TASK DATA:
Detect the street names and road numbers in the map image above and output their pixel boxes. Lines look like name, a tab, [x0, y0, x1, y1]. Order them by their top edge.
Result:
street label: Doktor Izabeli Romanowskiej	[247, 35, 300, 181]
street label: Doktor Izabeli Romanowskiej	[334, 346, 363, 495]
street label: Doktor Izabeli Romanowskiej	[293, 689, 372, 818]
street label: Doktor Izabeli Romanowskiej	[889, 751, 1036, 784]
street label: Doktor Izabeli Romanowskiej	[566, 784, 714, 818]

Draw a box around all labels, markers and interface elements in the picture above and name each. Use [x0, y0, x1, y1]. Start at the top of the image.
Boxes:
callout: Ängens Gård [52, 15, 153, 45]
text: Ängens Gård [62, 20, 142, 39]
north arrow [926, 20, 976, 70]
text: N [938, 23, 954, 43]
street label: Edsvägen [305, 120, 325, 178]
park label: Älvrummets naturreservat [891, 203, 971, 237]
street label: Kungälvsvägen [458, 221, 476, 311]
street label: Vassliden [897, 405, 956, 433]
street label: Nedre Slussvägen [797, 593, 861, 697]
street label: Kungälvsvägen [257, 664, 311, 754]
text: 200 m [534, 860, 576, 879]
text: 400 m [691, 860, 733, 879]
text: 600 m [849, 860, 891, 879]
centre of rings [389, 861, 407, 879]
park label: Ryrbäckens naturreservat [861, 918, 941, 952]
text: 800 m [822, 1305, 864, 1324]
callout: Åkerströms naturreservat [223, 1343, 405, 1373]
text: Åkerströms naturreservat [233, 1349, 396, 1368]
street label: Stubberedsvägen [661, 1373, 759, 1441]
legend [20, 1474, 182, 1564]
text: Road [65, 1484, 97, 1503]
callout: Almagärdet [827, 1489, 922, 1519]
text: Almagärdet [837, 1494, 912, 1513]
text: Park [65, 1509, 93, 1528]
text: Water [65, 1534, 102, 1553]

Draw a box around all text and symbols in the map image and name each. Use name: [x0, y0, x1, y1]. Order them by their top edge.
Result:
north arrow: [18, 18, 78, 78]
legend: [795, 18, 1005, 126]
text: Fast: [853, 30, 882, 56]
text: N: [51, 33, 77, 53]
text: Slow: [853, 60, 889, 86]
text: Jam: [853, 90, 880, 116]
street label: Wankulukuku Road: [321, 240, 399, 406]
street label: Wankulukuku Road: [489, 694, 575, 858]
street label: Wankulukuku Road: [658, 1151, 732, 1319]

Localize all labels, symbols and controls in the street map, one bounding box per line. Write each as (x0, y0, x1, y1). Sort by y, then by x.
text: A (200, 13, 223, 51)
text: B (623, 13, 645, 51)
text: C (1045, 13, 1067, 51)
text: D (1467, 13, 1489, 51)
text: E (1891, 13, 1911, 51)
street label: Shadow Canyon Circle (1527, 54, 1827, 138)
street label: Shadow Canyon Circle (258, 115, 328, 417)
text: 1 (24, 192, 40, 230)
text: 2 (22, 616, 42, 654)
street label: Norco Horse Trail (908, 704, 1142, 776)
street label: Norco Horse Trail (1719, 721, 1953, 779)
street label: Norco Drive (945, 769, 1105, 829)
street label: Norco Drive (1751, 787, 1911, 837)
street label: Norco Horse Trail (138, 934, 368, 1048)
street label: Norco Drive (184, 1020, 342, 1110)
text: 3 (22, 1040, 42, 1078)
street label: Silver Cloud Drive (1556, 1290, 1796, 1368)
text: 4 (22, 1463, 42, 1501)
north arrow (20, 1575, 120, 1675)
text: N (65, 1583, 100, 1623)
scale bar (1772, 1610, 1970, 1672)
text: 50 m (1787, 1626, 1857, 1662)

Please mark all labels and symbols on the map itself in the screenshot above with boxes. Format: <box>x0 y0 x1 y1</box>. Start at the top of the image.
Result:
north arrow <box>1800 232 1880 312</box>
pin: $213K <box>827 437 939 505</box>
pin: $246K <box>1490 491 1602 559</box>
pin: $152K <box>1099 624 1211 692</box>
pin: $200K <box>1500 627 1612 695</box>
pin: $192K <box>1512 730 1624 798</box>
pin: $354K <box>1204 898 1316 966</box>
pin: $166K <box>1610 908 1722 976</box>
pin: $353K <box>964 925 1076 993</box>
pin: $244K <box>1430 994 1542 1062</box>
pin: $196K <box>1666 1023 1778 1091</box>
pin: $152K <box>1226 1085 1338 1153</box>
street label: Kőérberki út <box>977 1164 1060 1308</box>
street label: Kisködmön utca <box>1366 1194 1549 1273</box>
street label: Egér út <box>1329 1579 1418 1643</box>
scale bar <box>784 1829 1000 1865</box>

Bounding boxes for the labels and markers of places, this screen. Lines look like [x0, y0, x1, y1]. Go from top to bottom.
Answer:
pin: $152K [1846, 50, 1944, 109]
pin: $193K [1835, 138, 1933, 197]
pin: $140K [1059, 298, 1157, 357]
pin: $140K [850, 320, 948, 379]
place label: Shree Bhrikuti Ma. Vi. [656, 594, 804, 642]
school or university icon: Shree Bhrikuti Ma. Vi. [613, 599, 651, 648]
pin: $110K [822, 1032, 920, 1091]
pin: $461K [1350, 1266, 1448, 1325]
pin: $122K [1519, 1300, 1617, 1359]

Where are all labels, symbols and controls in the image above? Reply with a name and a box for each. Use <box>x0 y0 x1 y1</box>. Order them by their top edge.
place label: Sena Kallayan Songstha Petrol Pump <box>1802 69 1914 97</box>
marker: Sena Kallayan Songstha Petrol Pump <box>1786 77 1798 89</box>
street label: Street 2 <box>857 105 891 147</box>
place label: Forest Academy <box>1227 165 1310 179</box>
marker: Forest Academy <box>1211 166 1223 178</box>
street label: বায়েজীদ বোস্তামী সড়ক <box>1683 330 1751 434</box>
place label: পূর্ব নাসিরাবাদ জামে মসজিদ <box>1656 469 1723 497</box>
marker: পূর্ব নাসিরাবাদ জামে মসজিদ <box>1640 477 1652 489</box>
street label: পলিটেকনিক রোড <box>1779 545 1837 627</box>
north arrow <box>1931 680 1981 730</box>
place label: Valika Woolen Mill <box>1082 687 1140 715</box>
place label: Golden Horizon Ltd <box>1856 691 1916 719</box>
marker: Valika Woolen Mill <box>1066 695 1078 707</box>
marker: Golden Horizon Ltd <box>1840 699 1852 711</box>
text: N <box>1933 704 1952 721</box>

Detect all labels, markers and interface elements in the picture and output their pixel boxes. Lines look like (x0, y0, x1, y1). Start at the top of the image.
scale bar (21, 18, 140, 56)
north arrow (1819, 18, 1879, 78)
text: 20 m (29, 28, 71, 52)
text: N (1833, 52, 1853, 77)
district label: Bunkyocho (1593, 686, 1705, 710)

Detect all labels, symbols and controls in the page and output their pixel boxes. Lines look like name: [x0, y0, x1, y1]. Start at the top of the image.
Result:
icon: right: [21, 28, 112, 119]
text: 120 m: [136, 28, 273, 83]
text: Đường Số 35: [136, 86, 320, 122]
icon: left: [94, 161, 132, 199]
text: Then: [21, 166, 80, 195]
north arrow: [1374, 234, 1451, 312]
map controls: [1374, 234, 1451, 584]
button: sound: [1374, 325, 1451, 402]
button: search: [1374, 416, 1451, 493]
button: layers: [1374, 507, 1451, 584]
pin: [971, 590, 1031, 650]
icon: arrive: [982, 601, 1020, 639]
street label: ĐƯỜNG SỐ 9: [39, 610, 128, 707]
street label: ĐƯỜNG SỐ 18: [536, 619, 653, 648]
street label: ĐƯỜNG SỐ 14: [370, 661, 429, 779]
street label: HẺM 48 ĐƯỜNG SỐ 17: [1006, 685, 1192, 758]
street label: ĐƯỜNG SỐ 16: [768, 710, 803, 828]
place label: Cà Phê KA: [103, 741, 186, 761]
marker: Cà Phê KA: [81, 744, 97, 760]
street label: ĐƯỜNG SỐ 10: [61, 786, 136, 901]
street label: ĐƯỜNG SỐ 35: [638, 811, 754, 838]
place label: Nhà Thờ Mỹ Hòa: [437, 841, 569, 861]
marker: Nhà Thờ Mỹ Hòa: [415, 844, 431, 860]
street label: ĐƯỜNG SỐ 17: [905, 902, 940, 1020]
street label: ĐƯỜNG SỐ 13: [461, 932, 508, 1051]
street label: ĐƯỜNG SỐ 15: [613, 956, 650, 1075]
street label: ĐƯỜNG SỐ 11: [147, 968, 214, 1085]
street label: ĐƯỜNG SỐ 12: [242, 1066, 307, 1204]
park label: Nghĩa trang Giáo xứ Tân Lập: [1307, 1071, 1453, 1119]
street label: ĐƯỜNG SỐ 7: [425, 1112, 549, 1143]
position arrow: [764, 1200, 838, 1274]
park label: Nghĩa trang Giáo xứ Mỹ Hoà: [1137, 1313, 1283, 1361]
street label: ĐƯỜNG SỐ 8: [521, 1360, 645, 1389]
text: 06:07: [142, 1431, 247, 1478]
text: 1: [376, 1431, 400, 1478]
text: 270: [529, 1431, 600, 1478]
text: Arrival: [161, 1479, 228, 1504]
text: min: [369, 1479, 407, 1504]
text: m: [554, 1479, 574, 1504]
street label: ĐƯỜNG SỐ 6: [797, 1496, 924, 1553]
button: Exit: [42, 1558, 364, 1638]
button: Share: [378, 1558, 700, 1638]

BRIEF: Using the listing above, show each line with the word "Draw" in it.

EXPECTED ANSWER:
Draw a box around all labels, markers and interface elements in the picture above and name each. Use [x0, y0, x1, y1]. Start at the top of the image.
Draw a box around all text and symbols in the map image and name each. Use name: [x0, y0, x1, y1]. Order them by their top edge.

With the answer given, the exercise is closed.